Speaker 1:So there are a couple of things I want to explore with you here today. The first one is this idea and be honest with yourself if you've ever said this, this idea that you'll be happy one day when, sometime out in the future, I'll be happy when I get the dream body, I'll be happy when I get the dream man, I'll be happy when I finally hit a director level or managing director level. I'd be happy when I get to X amount salary or this performance rating, whatever that'll be. If you've ever said that, be honest, put your hand up. I've got mine raised already. You won't be the only one, trust me. And here's the problem with this is that if we're always waiting for one day when we're missing opportunities to be happy, to feel good now, and the problem going on from that is, it's a perpetual cycle, right, because you get the thing, you get to the director level, let's say, and you're happy for a moment, but it passes quite quickly and then you're on to the next thing. It's fleeting. Then you're on to the next big dream. So I'll be happy when I get to that managing director level role. Now, after a couple of years, you're on to the next big thing.
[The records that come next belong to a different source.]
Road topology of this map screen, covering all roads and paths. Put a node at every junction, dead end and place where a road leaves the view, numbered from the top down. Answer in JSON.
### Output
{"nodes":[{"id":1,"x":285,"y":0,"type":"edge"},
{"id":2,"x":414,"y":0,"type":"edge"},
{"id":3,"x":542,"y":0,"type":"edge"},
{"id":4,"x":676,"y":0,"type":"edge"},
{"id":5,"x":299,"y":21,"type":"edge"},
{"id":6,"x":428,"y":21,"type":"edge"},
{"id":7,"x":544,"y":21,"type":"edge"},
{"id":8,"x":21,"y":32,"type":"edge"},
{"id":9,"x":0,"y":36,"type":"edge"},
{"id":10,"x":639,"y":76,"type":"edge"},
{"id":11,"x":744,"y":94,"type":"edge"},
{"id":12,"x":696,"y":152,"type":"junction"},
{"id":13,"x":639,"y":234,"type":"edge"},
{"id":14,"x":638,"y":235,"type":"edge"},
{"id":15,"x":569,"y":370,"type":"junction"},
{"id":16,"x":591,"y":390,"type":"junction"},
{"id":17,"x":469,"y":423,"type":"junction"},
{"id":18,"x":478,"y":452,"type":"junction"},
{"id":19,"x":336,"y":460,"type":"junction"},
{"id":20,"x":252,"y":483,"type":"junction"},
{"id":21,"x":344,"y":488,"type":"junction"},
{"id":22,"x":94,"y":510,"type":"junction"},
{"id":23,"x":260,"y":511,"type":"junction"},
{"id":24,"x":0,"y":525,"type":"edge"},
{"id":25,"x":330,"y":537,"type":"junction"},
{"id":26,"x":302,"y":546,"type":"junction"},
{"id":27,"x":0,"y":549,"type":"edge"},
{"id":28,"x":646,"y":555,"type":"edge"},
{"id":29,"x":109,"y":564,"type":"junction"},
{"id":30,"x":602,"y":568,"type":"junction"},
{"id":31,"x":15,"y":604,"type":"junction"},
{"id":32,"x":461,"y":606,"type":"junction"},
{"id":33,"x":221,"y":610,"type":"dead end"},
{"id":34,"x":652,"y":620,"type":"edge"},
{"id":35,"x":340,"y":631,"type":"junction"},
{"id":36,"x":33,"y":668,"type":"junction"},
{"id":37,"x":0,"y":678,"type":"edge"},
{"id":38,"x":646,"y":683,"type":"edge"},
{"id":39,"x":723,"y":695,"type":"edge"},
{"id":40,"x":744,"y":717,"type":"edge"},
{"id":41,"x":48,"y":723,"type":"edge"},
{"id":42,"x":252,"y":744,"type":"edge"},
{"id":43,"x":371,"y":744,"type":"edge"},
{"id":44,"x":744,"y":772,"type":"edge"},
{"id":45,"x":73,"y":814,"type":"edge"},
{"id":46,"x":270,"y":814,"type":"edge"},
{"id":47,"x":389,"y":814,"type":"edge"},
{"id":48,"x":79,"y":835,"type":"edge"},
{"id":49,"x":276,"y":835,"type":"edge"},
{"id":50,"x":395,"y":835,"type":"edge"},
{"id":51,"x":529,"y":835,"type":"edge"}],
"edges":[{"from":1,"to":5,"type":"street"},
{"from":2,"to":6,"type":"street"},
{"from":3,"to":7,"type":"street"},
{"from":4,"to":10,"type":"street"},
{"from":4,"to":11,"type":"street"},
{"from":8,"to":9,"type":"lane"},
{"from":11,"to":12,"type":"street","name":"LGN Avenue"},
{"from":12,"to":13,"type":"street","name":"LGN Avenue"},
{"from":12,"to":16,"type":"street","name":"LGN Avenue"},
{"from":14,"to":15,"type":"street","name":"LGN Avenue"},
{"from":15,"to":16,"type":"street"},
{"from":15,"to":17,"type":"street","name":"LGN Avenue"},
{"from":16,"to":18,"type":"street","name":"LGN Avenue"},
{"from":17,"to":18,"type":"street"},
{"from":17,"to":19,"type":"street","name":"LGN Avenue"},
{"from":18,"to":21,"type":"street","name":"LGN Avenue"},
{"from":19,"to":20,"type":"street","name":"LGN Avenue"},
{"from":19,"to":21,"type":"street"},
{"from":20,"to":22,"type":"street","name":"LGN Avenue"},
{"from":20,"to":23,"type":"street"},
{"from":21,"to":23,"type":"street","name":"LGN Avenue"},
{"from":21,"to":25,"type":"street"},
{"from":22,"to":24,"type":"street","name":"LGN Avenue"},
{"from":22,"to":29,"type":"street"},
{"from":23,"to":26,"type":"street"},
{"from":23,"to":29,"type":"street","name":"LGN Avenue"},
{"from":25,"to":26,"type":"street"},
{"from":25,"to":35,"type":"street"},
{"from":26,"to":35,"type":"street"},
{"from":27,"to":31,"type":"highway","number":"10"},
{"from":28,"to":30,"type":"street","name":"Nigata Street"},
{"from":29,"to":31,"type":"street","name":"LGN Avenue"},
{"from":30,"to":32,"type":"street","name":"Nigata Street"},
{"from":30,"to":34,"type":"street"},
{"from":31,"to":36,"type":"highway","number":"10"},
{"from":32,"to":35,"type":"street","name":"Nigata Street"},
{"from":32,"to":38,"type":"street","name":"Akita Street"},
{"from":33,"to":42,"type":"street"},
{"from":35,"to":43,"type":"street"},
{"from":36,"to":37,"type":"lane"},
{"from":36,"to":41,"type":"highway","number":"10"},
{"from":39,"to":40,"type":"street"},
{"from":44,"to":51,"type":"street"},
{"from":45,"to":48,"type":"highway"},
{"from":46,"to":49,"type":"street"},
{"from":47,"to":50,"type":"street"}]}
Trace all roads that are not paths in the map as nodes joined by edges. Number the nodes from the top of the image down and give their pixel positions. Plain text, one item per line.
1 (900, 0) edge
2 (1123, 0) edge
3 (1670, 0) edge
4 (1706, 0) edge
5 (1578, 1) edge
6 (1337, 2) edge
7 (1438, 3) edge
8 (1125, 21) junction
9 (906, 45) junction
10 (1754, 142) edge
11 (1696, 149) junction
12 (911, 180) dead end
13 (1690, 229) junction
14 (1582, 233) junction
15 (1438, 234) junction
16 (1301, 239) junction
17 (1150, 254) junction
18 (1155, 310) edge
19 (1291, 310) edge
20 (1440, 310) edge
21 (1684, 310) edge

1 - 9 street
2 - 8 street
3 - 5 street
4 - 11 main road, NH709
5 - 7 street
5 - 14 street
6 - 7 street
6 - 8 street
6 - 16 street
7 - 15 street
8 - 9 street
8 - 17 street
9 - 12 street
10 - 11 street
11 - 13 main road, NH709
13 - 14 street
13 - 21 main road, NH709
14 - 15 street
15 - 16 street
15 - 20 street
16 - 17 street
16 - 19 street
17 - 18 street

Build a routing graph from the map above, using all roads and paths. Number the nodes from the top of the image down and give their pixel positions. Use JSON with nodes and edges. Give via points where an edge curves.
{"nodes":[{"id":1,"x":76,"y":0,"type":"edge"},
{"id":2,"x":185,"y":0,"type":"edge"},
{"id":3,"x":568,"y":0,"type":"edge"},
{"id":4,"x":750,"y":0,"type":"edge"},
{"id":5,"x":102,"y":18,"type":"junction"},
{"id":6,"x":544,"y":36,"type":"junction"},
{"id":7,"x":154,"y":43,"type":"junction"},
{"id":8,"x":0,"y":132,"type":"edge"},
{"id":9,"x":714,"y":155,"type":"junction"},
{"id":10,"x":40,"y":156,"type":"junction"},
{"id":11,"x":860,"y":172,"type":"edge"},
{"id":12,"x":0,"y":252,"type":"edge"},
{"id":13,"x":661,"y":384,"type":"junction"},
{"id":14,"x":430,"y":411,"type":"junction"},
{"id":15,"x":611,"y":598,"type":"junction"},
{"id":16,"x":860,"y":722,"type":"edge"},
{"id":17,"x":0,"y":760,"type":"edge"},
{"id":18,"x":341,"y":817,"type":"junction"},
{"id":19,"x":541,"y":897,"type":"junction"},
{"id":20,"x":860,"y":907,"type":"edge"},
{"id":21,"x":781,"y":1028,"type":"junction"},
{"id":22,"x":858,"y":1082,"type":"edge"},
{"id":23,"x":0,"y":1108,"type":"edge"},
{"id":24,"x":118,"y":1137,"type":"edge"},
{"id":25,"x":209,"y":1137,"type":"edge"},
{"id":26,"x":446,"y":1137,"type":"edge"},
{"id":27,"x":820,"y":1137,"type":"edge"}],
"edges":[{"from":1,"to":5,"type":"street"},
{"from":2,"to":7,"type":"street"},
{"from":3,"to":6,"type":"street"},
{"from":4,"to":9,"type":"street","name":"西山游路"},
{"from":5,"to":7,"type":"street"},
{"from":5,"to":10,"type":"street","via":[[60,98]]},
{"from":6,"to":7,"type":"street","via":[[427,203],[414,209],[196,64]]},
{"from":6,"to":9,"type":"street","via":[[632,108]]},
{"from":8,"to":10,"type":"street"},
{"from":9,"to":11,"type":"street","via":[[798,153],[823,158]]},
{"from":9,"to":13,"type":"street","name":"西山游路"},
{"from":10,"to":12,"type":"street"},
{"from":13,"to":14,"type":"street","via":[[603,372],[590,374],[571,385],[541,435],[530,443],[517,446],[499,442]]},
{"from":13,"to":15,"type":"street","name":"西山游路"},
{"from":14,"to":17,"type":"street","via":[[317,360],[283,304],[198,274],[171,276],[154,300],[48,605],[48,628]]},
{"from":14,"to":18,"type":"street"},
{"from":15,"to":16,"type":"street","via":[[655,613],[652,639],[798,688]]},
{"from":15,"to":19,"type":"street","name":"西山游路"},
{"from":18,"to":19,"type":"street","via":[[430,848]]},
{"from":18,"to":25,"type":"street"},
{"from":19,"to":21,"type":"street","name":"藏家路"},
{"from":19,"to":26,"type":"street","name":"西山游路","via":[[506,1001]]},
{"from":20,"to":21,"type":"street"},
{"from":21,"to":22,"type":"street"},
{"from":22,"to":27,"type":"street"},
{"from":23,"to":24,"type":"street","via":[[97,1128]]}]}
Speaker 1:We don't stop here. We're human beings. We're always constantly looking to grow and evolve. Otherwise we stay the same, which suits no one right. So we get to the dream and then we dream bigger. It's like you get to the mountain peak that you can see from where you're starting, and it's not until you get up to the top of the peak that you see there's another peak that you get to climb now. So you want that next peak and the next peak. You're seeking the next dream and the next dream. That's beautiful to some extent, and if we're always waiting until we get there, until we're happy, we can't experience happiness now.
Speaker 1:So the way to experience success and happiness and feel good on the way is to slow down for a minute. Let's just stop what you're doing, put the thing down that you've got, that you're multitasking with, and just look around you. Where are you in your life and what have you created? Can you just take a moment to take it all in and go? I did that. Even if you're not where you ideally want to be, can you look around you and go? That's mine. I'm here, I did that and I'm grateful and just feel into the gratitude of that right now. That is how you experience happiness. Now. That's how you expedite happiness and experience more and more of those moments where you're just grateful to be alive, where you're just grateful for all that hard work that you've put in to allow you to live in the house that you do, to have the relationships that you do, to own the things that you do, to have the experiences that you have to just take it all in, to take stock, take a minute to put a smile on your face and pat yourself on the back and say I did that. Those increased moments of gratitude that you do throughout the day will increase your happiness in the now. And the more you stop to allow yourself that space to do this, to practice this, the easier it becomes. And it might be that you need a little bit of help, some reminders, to do this. I remember having little reminders come up on my phone at like two o'clock in the afternoon and I had various post-it notes around my desk and I had a gratitude journal by my bed that I wrote in either in the morning or in the evening.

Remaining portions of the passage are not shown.